What is the number of lines in the entries below that include the word "Avenue"? Provide the number only.

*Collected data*
------------------------------------
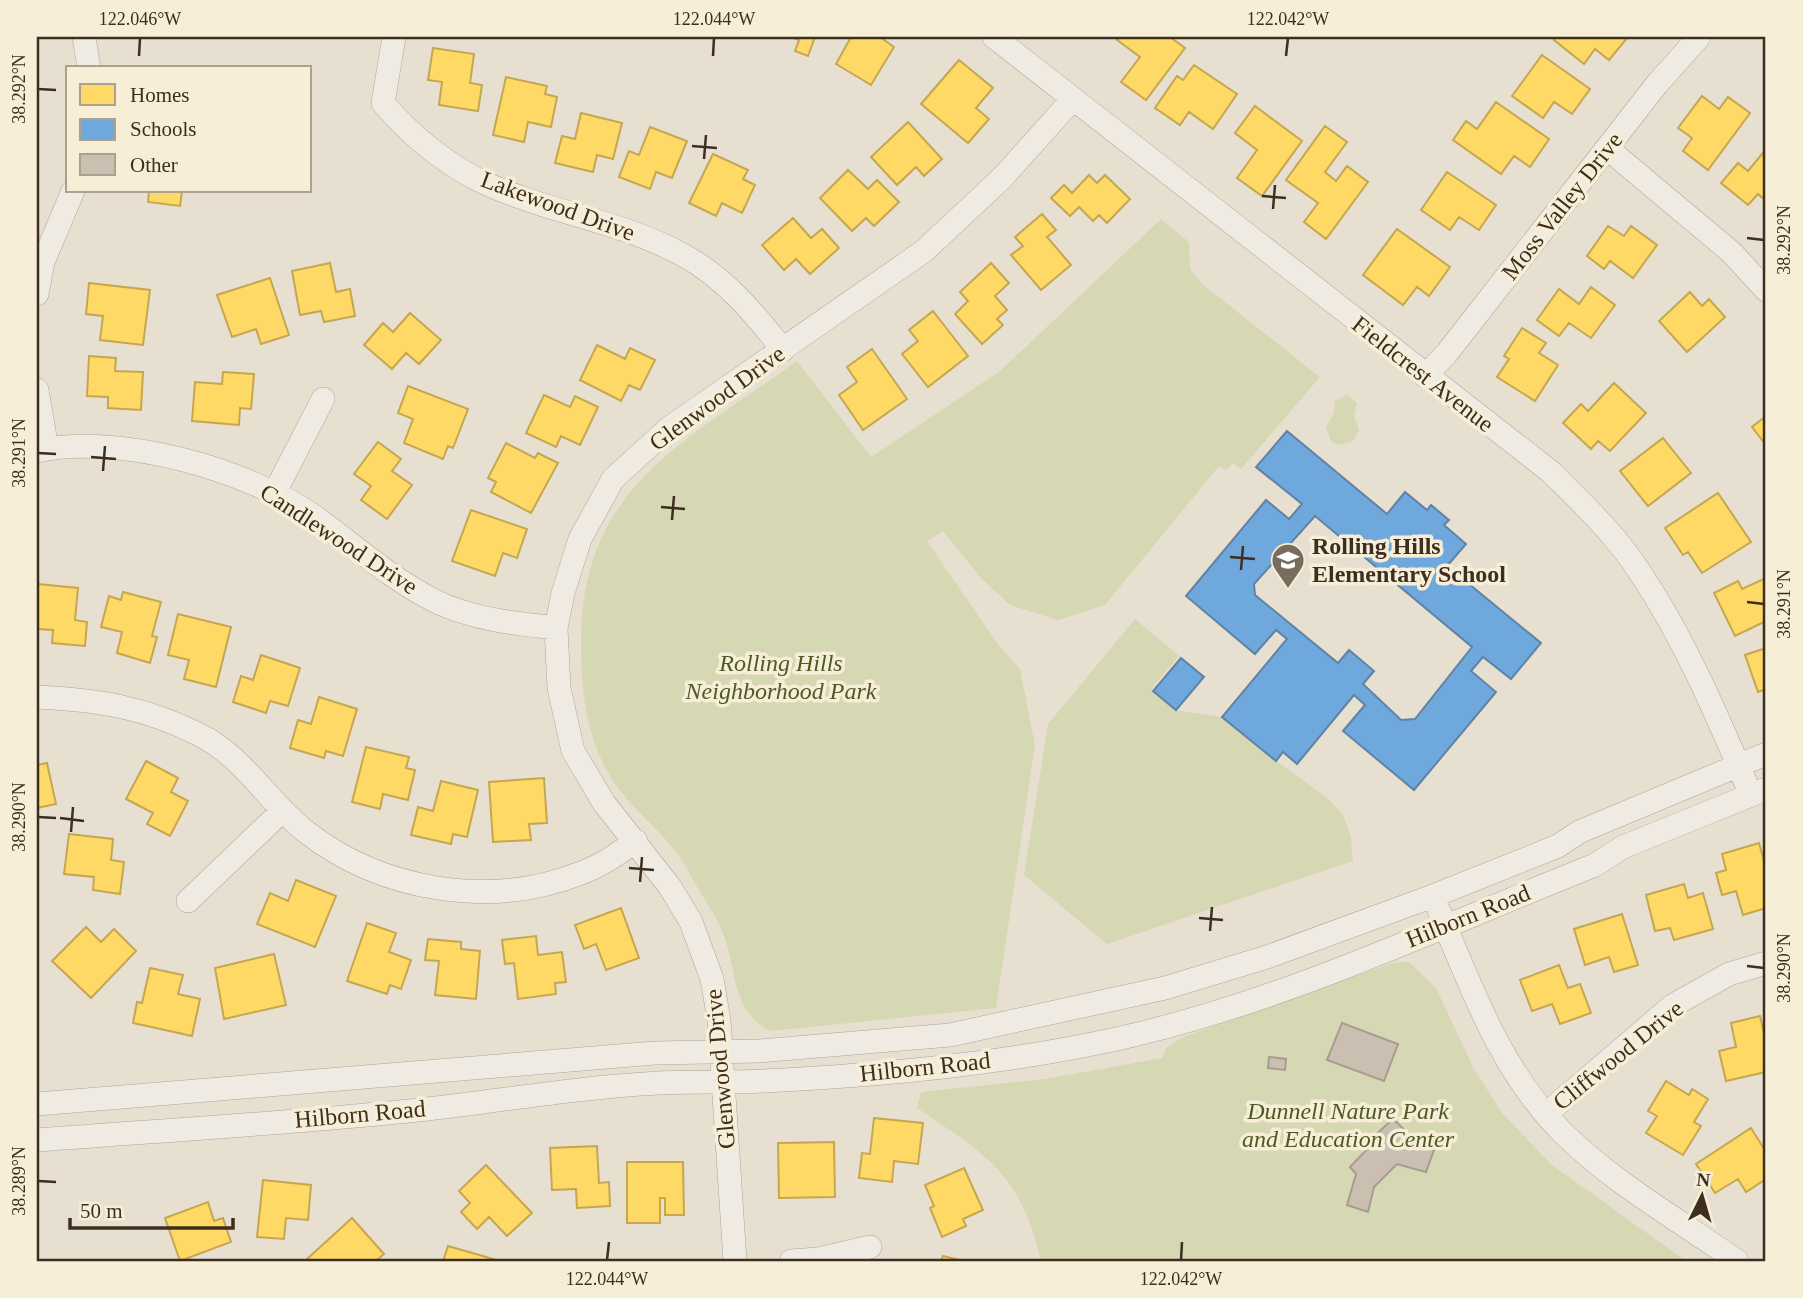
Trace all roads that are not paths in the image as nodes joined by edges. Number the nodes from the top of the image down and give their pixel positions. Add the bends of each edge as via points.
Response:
1 (84, 37) edge
2 (394, 37) edge
3 (994, 37) edge
4 (1699, 37) edge
5 (89, 66) edge
6 (1072, 100) junction
7 (1608, 149) junction
8 (73, 192) edge
9 (1766, 290) edge
10 (37, 293) edge
11 (783, 350) junction
12 (1425, 376) junction
13 (37, 390) edge
14 (323, 399) dead end
15 (42, 450) edge
16 (275, 492) junction
17 (556, 628) junction
18 (37, 697) edge
19 (1766, 754) edge
20 (1738, 765) junction
21 (1759, 792) edge
22 (282, 811) junction
23 (636, 841) junction
24 (1433, 896) junction
25 (188, 901) dead end
26 (1445, 925) junction
27 (1766, 963) edge
28 (722, 1052) junction
29 (723, 1082) junction
30 (37, 1104) edge
31 (1546, 1114) junction
32 (37, 1140) edge
33 (870, 1247) dead end
34 (735, 1261) edge
35 (791, 1261) edge
36 (1737, 1261) edge

1 - 5 street
2 - 11 street, Lakewood Drive via 383,103 442,157 486,184 631,230 685,256 730,288
3 - 6 street, Fieldcrest Avenue
4 - 7 street, Moss Valley Drive via 1657,83
6 - 11 street, Glenwood Drive via 1002,178 924,251
6 - 12 street, Fieldcrest Avenue
7 - 9 street via 1731,252
7 - 12 street, Moss Valley Drive
8 - 10 street via 43,262
11 - 17 street, Glenwood Drive via 668,428 613,479 580,539
12 - 20 street, Fieldcrest Avenue via 1551,472 1596,516 1639,570 1689,657
13 - 15 street
14 - 16 street
15 - 16 street, Candlewood Drive via 104,449 175,457
16 - 17 street, Candlewood Drive via 394,577 439,603 491,618
17 - 23 street, Glenwood Drive via 559,688 573,751 604,803
18 - 22 street via 137,708 203,736 249,773
19 - 20 street, Hilborn Road
20 - 21 street, Fieldcrest Avenue
20 - 24 street, Hilborn Road
21 - 26 street, Hilborn Road
22 - 23 street via 351,860 398,881 447,890 514,891 568,877
22 - 25 street
23 - 28 street, Glenwood Drive via 691,922 712,979
24 - 26 street
24 - 28 street, Hilborn Road via 1267,957 1083,1007 950,1035
26 - 29 street, Hilborn Road via 1317,978 1126,1037 988,1061
26 - 31 street via 1497,1045
27 - 31 street, Cliffwood Drive via 1729,974 1672,1006
28 - 29 street, Glenwood Drive
28 - 30 street, Hilborn Road via 655,1053
29 - 32 street, Hilborn Road via 648,1084 430,1108
29 - 34 street, Glenwood Drive
31 - 36 street via 1583,1152
33 - 35 street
------------------------------------
*Answer to this problem*
4